* _DIRECTIONS_:
Wherever "dead" occurs in the entries, copy the line that holds it.
╔══
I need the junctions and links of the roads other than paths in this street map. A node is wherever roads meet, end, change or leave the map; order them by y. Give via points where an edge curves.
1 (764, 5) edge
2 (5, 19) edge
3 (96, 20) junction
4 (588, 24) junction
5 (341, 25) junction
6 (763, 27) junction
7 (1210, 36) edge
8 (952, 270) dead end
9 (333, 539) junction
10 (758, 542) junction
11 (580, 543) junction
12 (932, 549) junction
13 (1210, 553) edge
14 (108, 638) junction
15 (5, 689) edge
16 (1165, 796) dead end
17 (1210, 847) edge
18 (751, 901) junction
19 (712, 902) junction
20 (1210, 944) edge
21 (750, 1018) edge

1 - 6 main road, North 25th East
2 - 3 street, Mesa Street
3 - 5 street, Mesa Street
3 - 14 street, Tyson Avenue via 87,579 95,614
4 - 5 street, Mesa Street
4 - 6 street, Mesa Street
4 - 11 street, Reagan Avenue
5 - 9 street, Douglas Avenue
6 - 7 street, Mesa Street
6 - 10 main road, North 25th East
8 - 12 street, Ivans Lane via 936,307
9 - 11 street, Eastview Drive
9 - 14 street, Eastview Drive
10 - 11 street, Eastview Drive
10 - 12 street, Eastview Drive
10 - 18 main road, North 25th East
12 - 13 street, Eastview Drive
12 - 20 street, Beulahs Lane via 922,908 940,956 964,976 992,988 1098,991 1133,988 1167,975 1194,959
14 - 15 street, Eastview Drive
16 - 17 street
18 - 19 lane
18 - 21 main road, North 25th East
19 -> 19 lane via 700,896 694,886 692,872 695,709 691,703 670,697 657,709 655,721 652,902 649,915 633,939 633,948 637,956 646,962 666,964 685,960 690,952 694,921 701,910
╚══
* _REPLY_:
8 (952, 270) dead end
16 (1165, 796) dead end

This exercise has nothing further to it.